The duo would also go on to perform the same song together, at the 50th anniversary tribute concert to the Beatles, in 2014.
Something - Sirius XM Radio Acoustic Live, December 2020
Billie Eilish Mesmerizes Us
I must admit, this one surprised me. Something is my favourite Beatles track, and there have been many good covers recorded by greats like Frank Sinatra, Elton John and so on. But we're talking about live performances. There's a maturity to the song, that you don't expect an 18 year old to pull off. But Billie Eilish knocks your socks off with this brooding, haunting rendition, which lays bare the depth and beauty of her voice, which sometimes get hidden in her pop songs.
Set against a piano score, her full voice is full of longing and desire, which makes this cover sound more irresistible than any you've heard before. A lot of us tend to dismiss her, based on our dislike for today's pop music and her style of music videos, but she pulls you in effortlessly, and you're left feeling sorry about doubting her formidable vocal talent.
This was the third Beatles song covered by Billie Eilish, who had also covered Yesterday, and I Will, previously.
With A Little Help From My Friends - Woodstock, 1969
Joe Cocker Creates A Masterpiece
This isn't just one of the best Beatles' covers sung live. This is considered one of the best rock and roll performances of all time. It's hard to not think of this song, when you hear the words 'Joe Cocker' and 'Woodstock', in the same breath.

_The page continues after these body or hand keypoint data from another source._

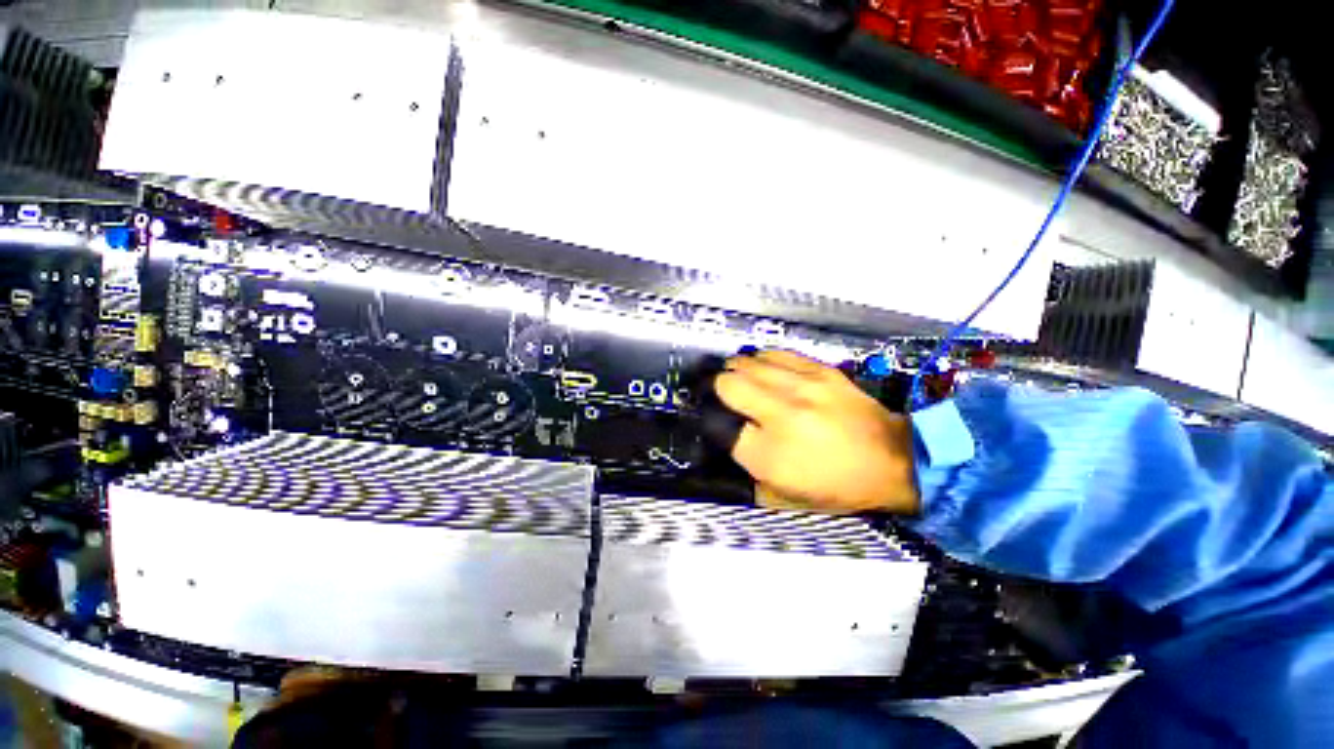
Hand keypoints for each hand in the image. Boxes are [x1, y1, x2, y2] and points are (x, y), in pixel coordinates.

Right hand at [713, 350, 919, 514]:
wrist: (894, 461)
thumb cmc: (837, 486)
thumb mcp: (784, 496)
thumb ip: (748, 471)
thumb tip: (727, 440)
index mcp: (767, 455)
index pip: (718, 426)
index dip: (714, 423)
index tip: (718, 422)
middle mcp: (778, 415)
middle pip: (727, 384)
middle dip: (719, 389)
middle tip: (725, 396)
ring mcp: (800, 387)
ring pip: (747, 363)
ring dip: (737, 370)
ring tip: (741, 378)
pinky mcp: (819, 370)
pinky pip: (774, 354)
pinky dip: (762, 361)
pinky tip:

Originally created by The Beatles as an easy to sing song, for Ringo Starr, Joe Cocker on a cloudy day in 1969, ensured that his version would last just as long in the pages of history. Unlike Ringo, Joe sings the song with a turbocharged raw intensity and passion, in the ilk of Janis Joplin. This performance would make the song an anthem at Woodstock, and enjoyed a renaissance on the charts later. Allegedly performed while being high on acid, this performance assumes an even more iconic rock and roll status. Despite being a Beatles track, the song is equally associated with this performance, even today.
Once the Beatles heard this performance by Joe Cocker, John Lennon and Paul McCartney publicly stated that they wished they had composed the song in the way he'd performed it.